Thursday, 5 July 2007

2007 June notes: 6R10DB9's fourth and final perigee

As anyone in the UK will already know, the poor weather in May just got worse through June. I suffered the least number of hours observing since December 2002.

The unusual object with provisional designation 6R10DB9 made it's fourth and final perigee in June. Back during the March perigee it was observed with the 10-m SALT telescope and found to have a rotation period of only 2.75 minutes and an amplitude at that time of 1.2 magnitudes. This time it approached from the sunward side of the Earth, passed over the North pole and was picked up again a day after perigee on June 15th in Draco, about 1 degree from Theta Cep while only 0.80 Lunar Distances from Earth, magnitude +19 - +20 and moving at 47"/min. Never 'bright', it was recorded at mag +18.6 on June 18th and at about +19.5 on the 20th, fading again as it receded from both Sun and Earth. The only other observations reported at the time of writing are radar detections from Goldstone on June 12 & 14 and optical astrometry from the 1.5-m Mt Lemmon telescope on June 22. By the end of June it was below 20th mag and too far south to attempt from the UK.
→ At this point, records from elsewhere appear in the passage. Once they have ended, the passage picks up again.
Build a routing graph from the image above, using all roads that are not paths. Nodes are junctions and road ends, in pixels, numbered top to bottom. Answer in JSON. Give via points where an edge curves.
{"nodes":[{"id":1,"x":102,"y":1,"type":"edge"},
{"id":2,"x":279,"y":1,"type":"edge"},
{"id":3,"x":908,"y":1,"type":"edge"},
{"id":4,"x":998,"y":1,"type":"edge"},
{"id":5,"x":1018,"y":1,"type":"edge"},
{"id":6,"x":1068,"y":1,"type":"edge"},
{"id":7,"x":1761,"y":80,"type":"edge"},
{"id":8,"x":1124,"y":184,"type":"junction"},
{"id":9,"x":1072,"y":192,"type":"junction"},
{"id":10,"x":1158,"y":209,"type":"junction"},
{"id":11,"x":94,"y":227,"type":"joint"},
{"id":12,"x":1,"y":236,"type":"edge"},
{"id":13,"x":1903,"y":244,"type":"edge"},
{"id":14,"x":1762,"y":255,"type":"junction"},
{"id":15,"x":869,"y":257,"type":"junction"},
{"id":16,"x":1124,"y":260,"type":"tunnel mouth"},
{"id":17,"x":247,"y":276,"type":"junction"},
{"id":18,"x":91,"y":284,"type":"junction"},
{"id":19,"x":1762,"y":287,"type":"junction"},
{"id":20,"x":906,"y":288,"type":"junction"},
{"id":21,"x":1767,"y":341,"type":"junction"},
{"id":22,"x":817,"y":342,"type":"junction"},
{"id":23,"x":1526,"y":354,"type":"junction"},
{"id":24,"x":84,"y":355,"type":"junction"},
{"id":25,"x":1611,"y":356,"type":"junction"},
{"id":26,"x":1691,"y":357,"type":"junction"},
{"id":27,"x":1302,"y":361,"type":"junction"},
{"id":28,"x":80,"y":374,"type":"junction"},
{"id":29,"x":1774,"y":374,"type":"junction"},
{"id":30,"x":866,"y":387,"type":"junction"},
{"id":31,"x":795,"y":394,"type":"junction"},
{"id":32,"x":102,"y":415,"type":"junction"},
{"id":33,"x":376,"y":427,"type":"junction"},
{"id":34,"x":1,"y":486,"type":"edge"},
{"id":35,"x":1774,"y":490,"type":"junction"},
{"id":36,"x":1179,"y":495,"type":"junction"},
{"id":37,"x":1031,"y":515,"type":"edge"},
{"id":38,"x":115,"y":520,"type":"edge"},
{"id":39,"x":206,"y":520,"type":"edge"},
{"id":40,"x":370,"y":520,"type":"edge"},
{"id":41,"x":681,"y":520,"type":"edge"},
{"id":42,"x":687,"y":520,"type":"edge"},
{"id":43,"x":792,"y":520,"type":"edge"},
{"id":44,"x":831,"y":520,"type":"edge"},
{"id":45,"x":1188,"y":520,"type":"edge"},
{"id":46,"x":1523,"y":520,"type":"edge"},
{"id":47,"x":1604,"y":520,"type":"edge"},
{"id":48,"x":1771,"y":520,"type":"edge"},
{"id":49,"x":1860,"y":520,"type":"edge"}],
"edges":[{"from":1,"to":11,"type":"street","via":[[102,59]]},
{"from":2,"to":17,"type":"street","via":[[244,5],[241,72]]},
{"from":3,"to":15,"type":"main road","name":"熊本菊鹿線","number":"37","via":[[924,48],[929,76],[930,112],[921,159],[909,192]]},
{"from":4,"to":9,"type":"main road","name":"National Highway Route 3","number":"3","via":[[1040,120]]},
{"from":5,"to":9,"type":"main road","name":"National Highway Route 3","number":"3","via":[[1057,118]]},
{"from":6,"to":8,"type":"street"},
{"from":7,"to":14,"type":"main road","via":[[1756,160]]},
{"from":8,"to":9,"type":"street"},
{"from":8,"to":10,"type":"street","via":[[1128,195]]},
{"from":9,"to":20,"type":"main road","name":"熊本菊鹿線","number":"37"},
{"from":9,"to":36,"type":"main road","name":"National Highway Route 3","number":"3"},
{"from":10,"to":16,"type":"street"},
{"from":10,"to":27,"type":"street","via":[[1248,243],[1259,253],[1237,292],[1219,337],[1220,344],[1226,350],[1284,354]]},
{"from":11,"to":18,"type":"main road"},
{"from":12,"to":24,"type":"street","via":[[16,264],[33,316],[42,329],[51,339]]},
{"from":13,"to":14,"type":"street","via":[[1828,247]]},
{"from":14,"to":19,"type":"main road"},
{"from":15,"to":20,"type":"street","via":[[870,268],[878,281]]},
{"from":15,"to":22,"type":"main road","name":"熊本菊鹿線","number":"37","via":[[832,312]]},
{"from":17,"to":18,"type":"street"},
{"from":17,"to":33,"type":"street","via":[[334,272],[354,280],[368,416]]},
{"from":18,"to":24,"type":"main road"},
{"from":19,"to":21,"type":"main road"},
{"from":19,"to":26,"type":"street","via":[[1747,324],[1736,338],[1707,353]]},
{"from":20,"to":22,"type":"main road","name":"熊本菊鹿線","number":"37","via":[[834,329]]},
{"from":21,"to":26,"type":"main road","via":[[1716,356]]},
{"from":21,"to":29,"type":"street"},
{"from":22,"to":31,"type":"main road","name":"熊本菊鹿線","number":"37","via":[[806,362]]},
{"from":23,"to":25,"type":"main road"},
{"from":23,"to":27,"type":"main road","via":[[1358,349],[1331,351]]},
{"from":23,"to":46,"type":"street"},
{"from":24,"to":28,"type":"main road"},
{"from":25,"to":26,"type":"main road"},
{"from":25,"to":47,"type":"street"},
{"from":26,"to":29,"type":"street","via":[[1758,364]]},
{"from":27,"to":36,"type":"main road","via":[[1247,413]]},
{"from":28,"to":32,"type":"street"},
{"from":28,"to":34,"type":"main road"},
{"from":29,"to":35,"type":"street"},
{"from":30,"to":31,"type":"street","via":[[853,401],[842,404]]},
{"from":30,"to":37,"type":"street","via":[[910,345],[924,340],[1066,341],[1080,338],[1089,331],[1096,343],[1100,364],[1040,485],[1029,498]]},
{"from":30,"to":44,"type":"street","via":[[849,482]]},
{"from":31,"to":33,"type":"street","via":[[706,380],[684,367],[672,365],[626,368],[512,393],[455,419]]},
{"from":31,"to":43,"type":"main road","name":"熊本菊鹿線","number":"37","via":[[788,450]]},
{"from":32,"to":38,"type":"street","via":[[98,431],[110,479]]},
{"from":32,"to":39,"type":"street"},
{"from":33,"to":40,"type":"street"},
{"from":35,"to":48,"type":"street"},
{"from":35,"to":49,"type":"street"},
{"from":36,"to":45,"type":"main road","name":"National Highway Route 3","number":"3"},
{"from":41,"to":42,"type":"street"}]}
The main indicator that this object is likely to be natural rather than a piece of artificial space junk come from determinations of solar radiation pressure (SRP) acting on it. Bill Gray's FindOrb freeware program includes routines to calculate SRP, given as the area-to-mass ratio or AMRAT in m^2/kg. With astrometry extending for 10 months now, it gives a value of 0.0011, with an RMS residual from 132 observations of 2.5". Not including SRP increases the RMS residual to an unsatisfactory 9.1". The JPL Horizons orbit solution which also includes the Goldstone Radar observations, gives an even smaller value of AMRAT of 0.0007. In comparison, various distant artificial satellites, such as IMP8, Geotail, J002E3 (the piece of old Apollo hardware discovered by Bill Yeung in 2003), WMAP etc have values between 10 and 50 times larger, indicating that 6R10DB9 is much more massive and much less prone to the perturbing effects of SRP than artificial satellites and is therefore likely to be a rocky body, probably about 4 metres in diameter. There is still a chance that time might be spent at some of the large observatories to get spectra and other measurements during July before it goes out of range completely.